Jet Sampson, her paternal step-grandfather, came to America as an enslaved African child in the 1840’s and lived to be 105. He taught Bessie the songs and stories he knew firsthand from the antebellum South. “Old Bill Rolling Pin” is one of those songs.
“They still was getting it off their chests…”
The recording comes from the album Put your Hand on Your Hips and Let your Backbone Slip – Rounder Records’ 2001 combined reissue of two of Jones’s albums from the 1970’s. Unfortunately, at date of this entry’s publication, the album is neither available on Spotify nor is much of it on YouTube. I use the track above when I teach American slavery to 8th graders.
Bessie’s spoken introduction to this performance is worth reading in its entirety. It’s critical, in fact.
This is a story what my grandfather told us about when they was a slave, you know. They was under a taskmaster, and so they couldn’t go to a plantation without getting a permit. They had, somebody had to write ‘em… We’re “free” called to be now, but in those days they had to, this is true, they had to get a permit to go to the next plantation. Anybody wanted to see kinfolks there, anything, they had to get permit.
So they had a man on all the plantations round there to go and stay in the fields and go round and see who coming across there out the other plantation, they would be a whipping him. So Pa said that these people would have a man, a large, big tall man, you know, and uh he had a big head and a big face and big eyes and a double chin. Most of them try to get it that way, make it look bad you know. All right.
And this man had a long stick, something like a baseball bat and he would hold it at that little end then they had up on the big end, they had a place cut in that for a whip, called a rawhide whip, you know and made out of cowhide. Now when they whip them slaves they whip anywhere, they whip, so this is a real true song. So they named him Bill Rolling Pin because they didn’t like him, you see, but they was doing it to keep the white folk from knowing just what they was talking about, you see, but they still was getting it off their chest.
All this makes clear that this song operates in a significantly different way than a traditional ballad. Though storytelling is a deep part of traditional African-American culture, there is no narrative here. This is rather akin to a photo album of loosely related snapshots. Without Bessie’s explanation, the lyrics appear to be all show and no tell; childlike and almost nonsensical.
Her introduction, though, gives us the key to see more than the imagery in the song. “Old Bill Rolling Pin” is a coded representation of the ‘patteroller‘, and the point of the song is to secretly express emotion about such oppression – to help black folks ‘get it off their chest’ without white folks understanding. It is both high art and psychological survival tool.
“He wouldn’t do nothing but the possum-la…”
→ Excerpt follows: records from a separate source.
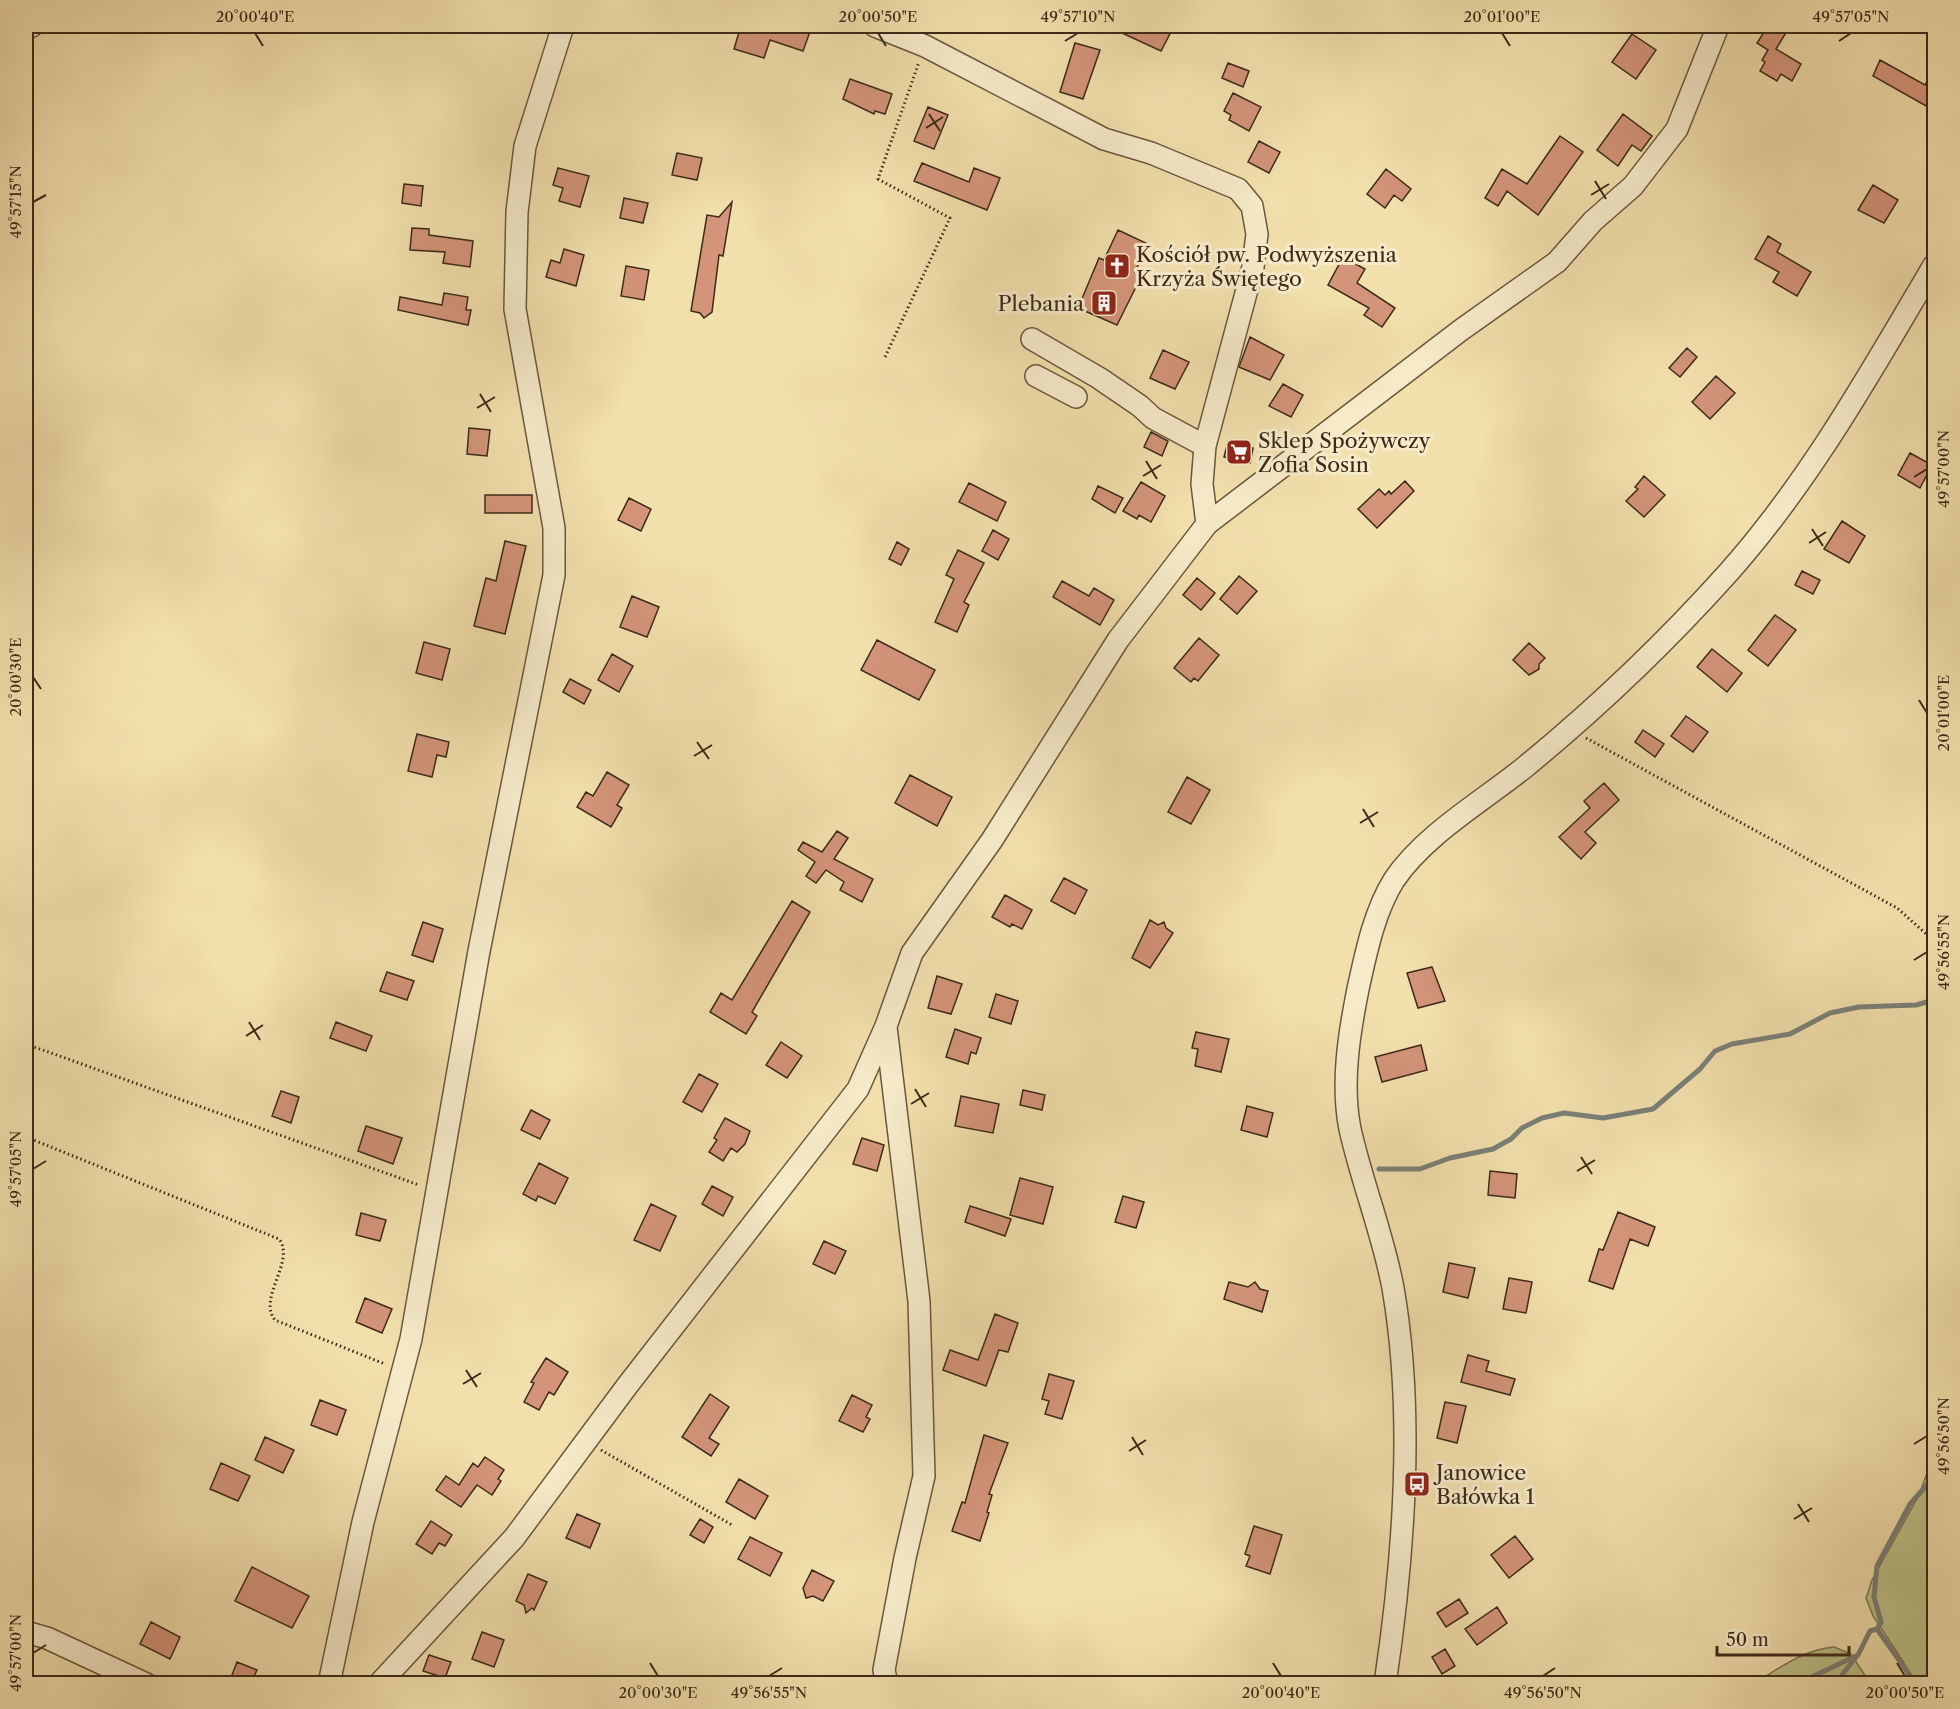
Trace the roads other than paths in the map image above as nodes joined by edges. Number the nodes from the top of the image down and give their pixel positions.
1 (32, 26) edge
2 (563, 26) edge
3 (875, 26) edge
4 (1718, 26) edge
5 (26, 28) edge
6 (1935, 264) edge
7 (1032, 339) dead end
8 (1036, 376) dead end
9 (1076, 398) dead end
10 (1205, 446) junction
11 (1207, 524) junction
12 (886, 1026) junction
13 (26, 1632) edge
14 (146, 1683) edge
15 (328, 1683) edge
16 (379, 1683) edge
17 (887, 1683) edge
18 (1385, 1683) edge

1 - 5 street
2 - 15 street
3 - 10 street
4 - 11 street
6 - 18 street
7 - 10 street
8 - 9 street
10 - 11 street
11 - 12 street
12 - 16 street
12 - 17 street
13 - 14 street

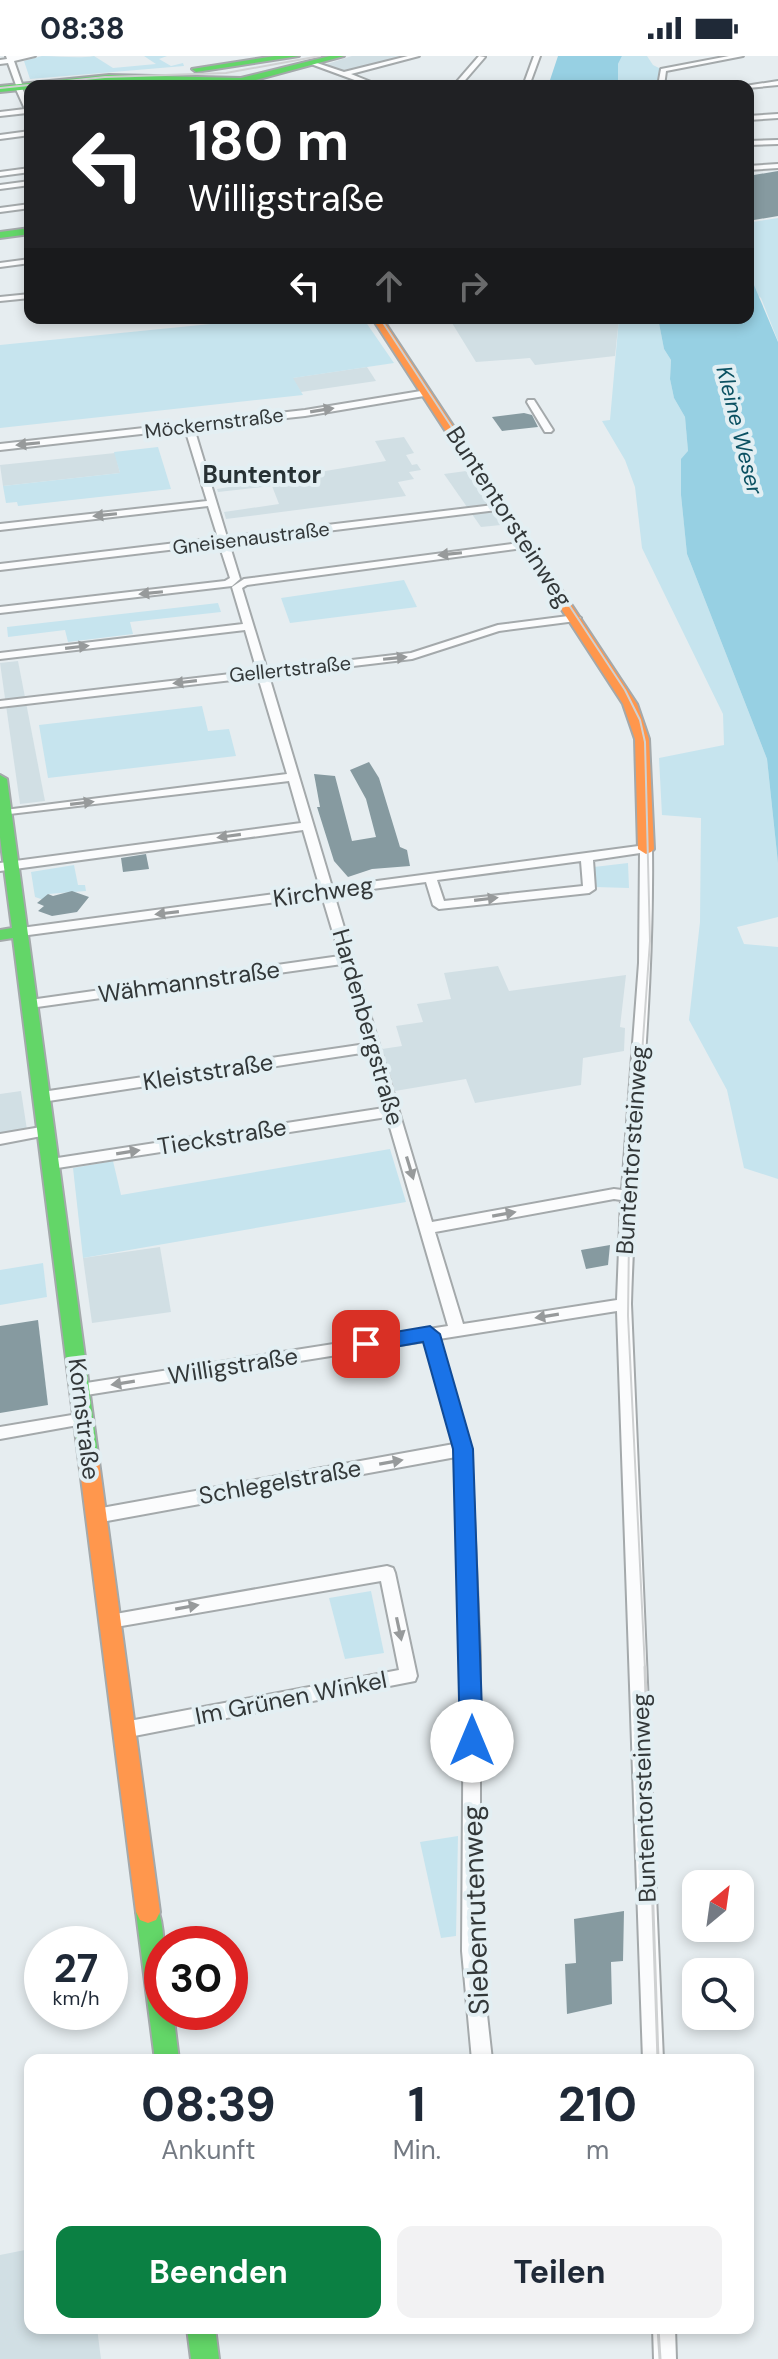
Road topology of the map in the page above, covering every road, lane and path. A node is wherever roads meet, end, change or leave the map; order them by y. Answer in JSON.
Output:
{"nodes":[{"id":1,"x":32,"y":56,"type":"edge"},
{"id":2,"x":295,"y":56,"type":"edge"},
{"id":3,"x":416,"y":56,"type":"edge"},
{"id":4,"x":473,"y":56,"type":"edge"},
{"id":5,"x":537,"y":56,"type":"edge"},
{"id":6,"x":740,"y":56,"type":"edge"},
{"id":7,"x":482,"y":57,"type":"edge"},
{"id":8,"x":11,"y":58,"type":"edge"},
{"id":9,"x":0,"y":62,"type":"edge"},
{"id":10,"x":342,"y":65,"type":"edge"},
{"id":11,"x":225,"y":77,"type":"edge"},
{"id":12,"x":84,"y":80,"type":"edge"},
{"id":13,"x":362,"y":80,"type":"edge"},
{"id":14,"x":461,"y":80,"type":"edge"},
{"id":15,"x":528,"y":80,"type":"edge"},
{"id":16,"x":662,"y":80,"type":"edge"},
{"id":17,"x":778,"y":83,"type":"edge"},
{"id":18,"x":754,"y":85,"type":"edge"},
{"id":19,"x":9,"y":86,"type":"edge"},
{"id":20,"x":24,"y":106,"type":"edge"},
{"id":21,"x":24,"y":112,"type":"edge"},
{"id":22,"x":0,"y":114,"type":"edge"},
{"id":23,"x":778,"y":116,"type":"edge"},
{"id":24,"x":754,"y":118,"type":"edge"},
{"id":25,"x":24,"y":134,"type":"edge"},
{"id":26,"x":0,"y":137,"type":"edge"},
{"id":27,"x":778,"y":142,"type":"edge"},
{"id":28,"x":754,"y":143,"type":"edge"},
{"id":29,"x":778,"y":166,"type":"edge"},
{"id":30,"x":754,"y":168,"type":"edge"},
{"id":31,"x":24,"y":171,"type":"edge"},
{"id":32,"x":0,"y":174,"type":"edge"},
{"id":33,"x":24,"y":184,"type":"edge"},
{"id":34,"x":0,"y":187,"type":"edge"},
{"id":35,"x":24,"y":207,"type":"edge"},
{"id":36,"x":0,"y":210,"type":"edge"},
{"id":37,"x":24,"y":232,"type":"edge"},
{"id":38,"x":0,"y":235,"type":"edge"},
{"id":39,"x":24,"y":262,"type":"edge"},
{"id":40,"x":0,"y":265,"type":"edge"},
{"id":41,"x":24,"y":297,"type":"edge"},
{"id":42,"x":0,"y":299,"type":"edge"},
{"id":43,"x":381,"y":324,"type":"edge"},
{"id":44,"x":427,"y":393,"type":"junction"},
{"id":45,"x":531,"y":402,"type":"dead end"},
{"id":46,"x":189,"y":427,"type":"junction"},
{"id":47,"x":548,"y":430,"type":"dead end"},
{"id":48,"x":0,"y":447,"type":"edge"},
{"id":49,"x":211,"y":503,"type":"junction"},
{"id":50,"x":502,"y":507,"type":"junction"},
{"id":51,"x":0,"y":527,"type":"edge"},
{"id":52,"x":224,"y":542,"type":"junction"},
{"id":53,"x":528,"y":545,"type":"junction"},
{"id":54,"x":0,"y":567,"type":"edge"},
{"id":55,"x":233,"y":586,"type":"junction"},
{"id":56,"x":0,"y":610,"type":"edge"},
{"id":57,"x":576,"y":618,"type":"junction"},
{"id":58,"x":248,"y":627,"type":"junction"},
{"id":59,"x":0,"y":656,"type":"edge"},
{"id":60,"x":262,"y":672,"type":"junction"},
{"id":61,"x":0,"y":704,"type":"edge"},
{"id":62,"x":294,"y":777,"type":"junction"},
{"id":63,"x":0,"y":779,"type":"edge"},
{"id":64,"x":5,"y":813,"type":"junction"},
{"id":65,"x":307,"y":826,"type":"junction"},
{"id":66,"x":646,"y":849,"type":"junction"},
{"id":67,"x":587,"y":857,"type":"junction"},
{"id":68,"x":6,"y":866,"type":"edge"},
{"id":69,"x":430,"y":877,"type":"junction"},
{"id":70,"x":328,"y":892,"type":"junction"},
{"id":71,"x":21,"y":932,"type":"junction"},
{"id":72,"x":0,"y":935,"type":"edge"},
{"id":73,"x":348,"y":959,"type":"junction"},
{"id":74,"x":30,"y":1004,"type":"junction"},
{"id":75,"x":374,"y":1047,"type":"junction"},
{"id":76,"x":42,"y":1097,"type":"junction"},
{"id":77,"x":393,"y":1111,"type":"junction"},
{"id":78,"x":47,"y":1131,"type":"junction"},
{"id":79,"x":0,"y":1139,"type":"edge"},
{"id":80,"x":51,"y":1164,"type":"junction"},
{"id":81,"x":627,"y":1195,"type":"junction"},
{"id":82,"x":427,"y":1228,"type":"junction"},
{"id":83,"x":624,"y":1304,"type":"junction"},
{"id":84,"x":457,"y":1330,"type":"junction"},
{"id":85,"x":430,"y":1334,"type":"junction"},
{"id":86,"x":80,"y":1390,"type":"junction"},
{"id":87,"x":84,"y":1419,"type":"junction"},
{"id":88,"x":0,"y":1433,"type":"edge"},
{"id":89,"x":463,"y":1449,"type":"junction"},
{"id":90,"x":96,"y":1516,"type":"junction"},
{"id":91,"x":110,"y":1621,"type":"junction"},
{"id":92,"x":124,"y":1730,"type":"junction"},
{"id":93,"x":166,"y":2054,"type":"edge"},
{"id":94,"x":481,"y":2054,"type":"edge"},
{"id":95,"x":653,"y":2054,"type":"edge"},
{"id":96,"x":202,"y":2334,"type":"edge"},
{"id":97,"x":664,"y":2334,"type":"edge"},
{"id":98,"x":205,"y":2359,"type":"edge"},
{"id":99,"x":665,"y":2359,"type":"edge"}],
"edges":[{"from":1,"to":8,"type":"street"},
{"from":2,"to":11,"type":"street"},
{"from":3,"to":10,"type":"street"},
{"from":4,"to":7,"type":"street"},
{"from":5,"to":15,"type":"street"},
{"from":6,"to":16,"type":"street"},
{"from":7,"to":14,"type":"street"},
{"from":8,"to":9,"type":"street"},
{"from":8,"to":19,"type":"street"},
{"from":10,"to":11,"type":"street"},
{"from":10,"to":13,"type":"street"},
{"from":11,"to":12,"type":"street"},
{"from":17,"to":18,"type":"street"},
{"from":19,"to":20,"type":"street"},
{"from":21,"to":22,"type":"street"},
{"from":23,"to":24,"type":"street"},
{"from":25,"to":26,"type":"street"},
{"from":27,"to":28,"type":"street"},
{"from":29,"to":30,"type":"street"},
{"from":31,"to":32,"type":"street"},
{"from":33,"to":34,"type":"street"},
{"from":35,"to":36,"type":"street"},
{"from":37,"to":38,"type":"street"},
{"from":39,"to":40,"type":"street"},
{"from":41,"to":42,"type":"street"},
{"from":43,"to":44,"type":"street","name":"Buntentorsteinweg"},
{"from":46,"to":44,"type":"street","name":"Möckernstraße","one_way":true},
{"from":44,"to":50,"type":"street","name":"Buntentorsteinweg"},
{"from":45,"to":47,"type":"street"},
{"from":46,"to":48,"type":"street","name":"Möckernstraße","one_way":true},
{"from":46,"to":49,"type":"street","name":"Hardenbergstraße"},
{"from":49,"to":51,"type":"street","one_way":true},
{"from":49,"to":52,"type":"street","name":"Hardenbergstraße"},
{"from":50,"to":52,"type":"street","name":"Gneisenaustraße"},
{"from":50,"to":53,"type":"street","name":"Buntentorsteinweg"},
{"from":52,"to":54,"type":"street","name":"Gneisenaustraße"},
{"from":52,"to":55,"type":"street","name":"Hardenbergstraße"},
{"from":53,"to":55,"type":"street","one_way":true},
{"from":53,"to":57,"type":"street","name":"Buntentorsteinweg"},
{"from":55,"to":56,"type":"street","one_way":true},
{"from":55,"to":58,"type":"street","name":"Hardenbergstraße"},
{"from":60,"to":57,"type":"street","name":"Gellertstraße","one_way":true},
{"from":57,"to":66,"type":"street","name":"Buntentorsteinweg"},
{"from":59,"to":58,"type":"street","one_way":true},
{"from":58,"to":60,"type":"street","name":"Hardenbergstraße"},
{"from":60,"to":61,"type":"street","name":"Gellertstraße","one_way":true},
{"from":60,"to":62,"type":"street","name":"Hardenbergstraße"},
{"from":64,"to":62,"type":"street","one_way":true},
{"from":62,"to":65,"type":"street","name":"Hardenbergstraße"},
{"from":63,"to":64,"type":"street","name":"Kornstraße"},
{"from":64,"to":68,"type":"street","name":"Kornstraße"},
{"from":65,"to":68,"type":"street","one_way":true},
{"from":65,"to":70,"type":"street","name":"Hardenbergstraße"},
{"from":66,"to":67,"type":"street","name":"Kirchweg"},
{"from":66,"to":81,"type":"street","name":"Buntentorsteinweg"},
{"from":67,"to":69,"type":"street","name":"Kirchweg"},
{"from":69,"to":67,"type":"street","one_way":true},
{"from":68,"to":71,"type":"street","name":"Kornstraße"},
{"from":69,"to":70,"type":"street","name":"Kirchweg"},
{"from":70,"to":71,"type":"street","name":"Kirchweg","one_way":true},
{"from":70,"to":73,"type":"street","name":"Hardenbergstraße"},
{"from":71,"to":72,"type":"street","name":"Kirchweg"},
{"from":71,"to":74,"type":"street","name":"Kornstraße"},
{"from":73,"to":74,"type":"street","name":"Wähmannstraße"},
{"from":73,"to":75,"type":"street","name":"Hardenbergstraße"},
{"from":74,"to":76,"type":"street","name":"Kornstraße"},
{"from":75,"to":76,"type":"street","name":"Kleiststraße"},
{"from":75,"to":77,"type":"street","name":"Hardenbergstraße"},
{"from":76,"to":78,"type":"street","name":"Kornstraße"},
{"from":80,"to":77,"type":"street","name":"Tieckstraße","one_way":true},
{"from":77,"to":82,"type":"street","name":"Hardenbergstraße","one_way":true},
{"from":78,"to":79,"type":"street"},
{"from":78,"to":80,"type":"street","name":"Kornstraße"},
{"from":80,"to":86,"type":"street","name":"Kornstraße"},
{"from":82,"to":81,"type":"street","one_way":true},
{"from":81,"to":83,"type":"street","name":"Buntentorsteinweg"},
{"from":82,"to":84,"type":"street","name":"Hardenbergstraße"},
{"from":83,"to":84,"type":"street","name":"Willigstraße","one_way":true},
{"from":83,"to":95,"type":"street","name":"Buntentorsteinweg"},
{"from":84,"to":85,"type":"street","name":"Willigstraße"},
{"from":85,"to":86,"type":"street","name":"Willigstraße","one_way":true},
{"from":85,"to":89,"type":"street","name":"Siebenrutenweg"},
{"from":86,"to":87,"type":"street","name":"Kornstraße"},
{"from":87,"to":88,"type":"street"},
{"from":87,"to":90,"type":"street","name":"Kornstraße"},
{"from":90,"to":89,"type":"street","name":"Schlegelstraße","one_way":true},
{"from":89,"to":94,"type":"street","name":"Siebenrutenweg"},
{"from":90,"to":91,"type":"street","name":"Kornstraße"},
{"from":91,"to":92,"type":"street","name":"Kornstraße"},
{"from":91,"to":92,"type":"street","name":"Im Grünen Winkel","one_way":true},
{"from":92,"to":93,"type":"street","name":"Kornstraße"},
{"from":96,"to":98,"type":"street"},
{"from":97,"to":99,"type":"street"}]}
What feelings did black folks ‘get off their chest’ with this song? Knowing the code for ‘patterroller’ doesn’t help much with an answer. It can’t unlock the meaning throughout. However, it does indicate that nothing in the lyrics is what it appears to be. Let’s see what we can find, then. To start with, I’ve come to understand that any animal in antebellum African-American lyrics is probably a stand-in for someone. The most obvious example here is the mule.
The following is an online sample of the book Step It Down by Bessie Jones and Bess Lomax Hawes, originally published in 1972 and reprinted in 1987. It includes a variety of songs and stories from Jones’s repertoire, including “Old Bill Rolling Pin.” Jones’s quote and the passage above the lyrics suggest in fact what becomes obvious with even a little careful consideration. The mule, a stubborn beast of burden, represents the slave. When it won’t gee, the driver beats it with a singletree. When told to haw, the mule instead stays in place and dances.